Mas o assunto não foi pacífico na Assembleia Municipal, com a maioria socialista e a oposição a divergirem na argumentação. A deliberação foi aprovada por maioria, com os votos a favor do PS e contra dos eleitos do CDS-PP, CDU, PSD e do movimento independente “De novo Covilhã”, registando-se uma abstenção. Assim, a Câmara da Covilhã será a única em 2019 com competências nas praias, jogos de fortuna ou azar, vias de comunicação, atendimento ao cidadão, habitação, património, estacionamento público, bombeiros voluntários e justiça, promoção turística e fundos europeus. Na sessão, Vítor Pereira afirmou que avançar imediatamente para a descentralização é uma «oportunidade» porque dará tempo à Câmara para se adaptar à nova realidade, que, «quer se queira quer não», será obrigatória em 2021. «Este período transitório pode ser aproveitado para ir percorrendo o caminho, fazer ajustamentos e corrigir trajetórias», justificou o presidente do município.

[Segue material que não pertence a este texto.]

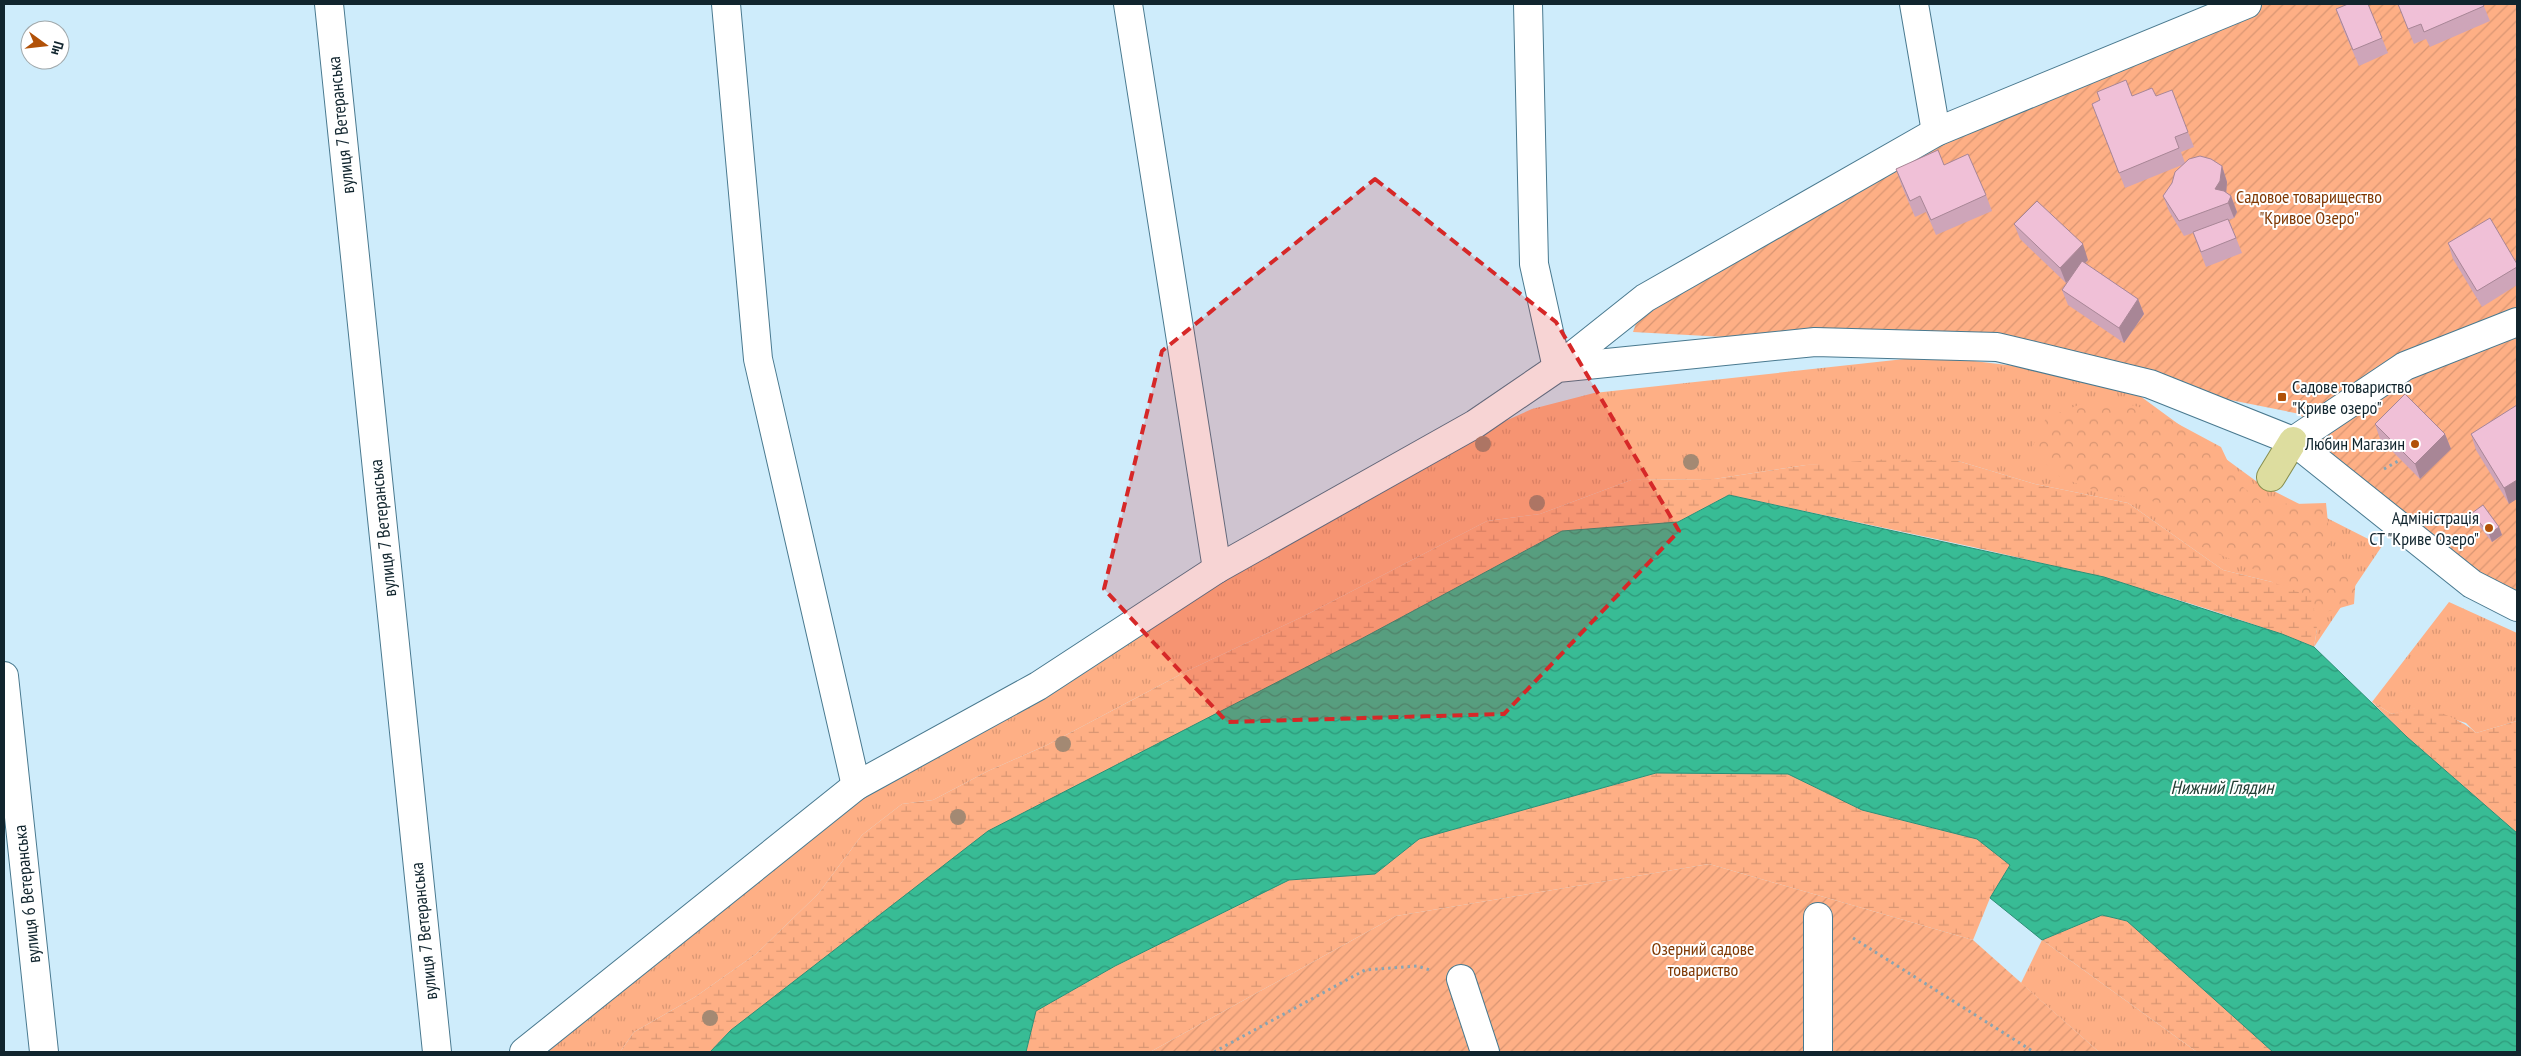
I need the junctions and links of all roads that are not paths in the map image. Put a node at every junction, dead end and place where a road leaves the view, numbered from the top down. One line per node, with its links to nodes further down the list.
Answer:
1 (329, 4): 19 (street, вулиця 7 Ветеранська)
2 (726, 4): 15 (street)
3 (1128, 4): 12 (street)
4 (1528, 4): 9 (street)
5 (1914, 4): 7 (street)
6 (2247, 4): 7 (street)
7 (1936, 132): 9 (street)
8 (2517, 322): 10 (street)
9 (1557, 368): 10 (street); 12 (street)
10 (2293, 442): 11 (main road); 13 (street)
11 (2271, 478)
12 (1217, 569): 15 (street)
13 (2517, 607)
14 (4, 676): 18 (street, вулиця 6 Ветеранська)
15 (856, 786): 20 (street)
16 (1818, 917): 22 (street)
17 (1461, 979): 21 (street)
18 (44, 1052)
19 (437, 1052)
20 (524, 1052)
21 (1485, 1052)
22 (1818, 1052)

Em termos de financiamento, o edil socialista sublinhou que há competências que já são «total ou parcialmente» assumidas pela Câmara, que há outras que não envolvem qualquer montante e que nas restantes os respetivos «envelopes financeiros» terão de ser negociados com a autarquia. Opinião diferente partilhou Vítor Reis Silva (CDU), que acusou Vítor Pereira de estar a «obedecer às orientações do Governo e do PS de forma irresponsável e sem acautelar os interesses do concelho». Por sua vez, João de Deus (PSD) invocou a falta de informação e as «falhas existentes» no processo para não votar favoravelmente. «Queremos uma verdadeira descentralização, bem feita e adequada. Não defendemos uma lei pouco clara, complementada por diplomas com tantas falhas que não deixam perceber o que verdadeiramente está a ser oferecido», disse. Para o centrista João Vasco Caldeira, esta decisão foi «um frete ao Governo e um péssimo serviço a quem nos elegeu» e um «salto no desconhecido», enquanto Luís Fiadeiro (“De Novo Covilhã”) criticou que o processo e o impacto financeiro não tenham sido devidamente «ponderados, pensados ou estudados», classificando a transferência de competências de «autêntico logro».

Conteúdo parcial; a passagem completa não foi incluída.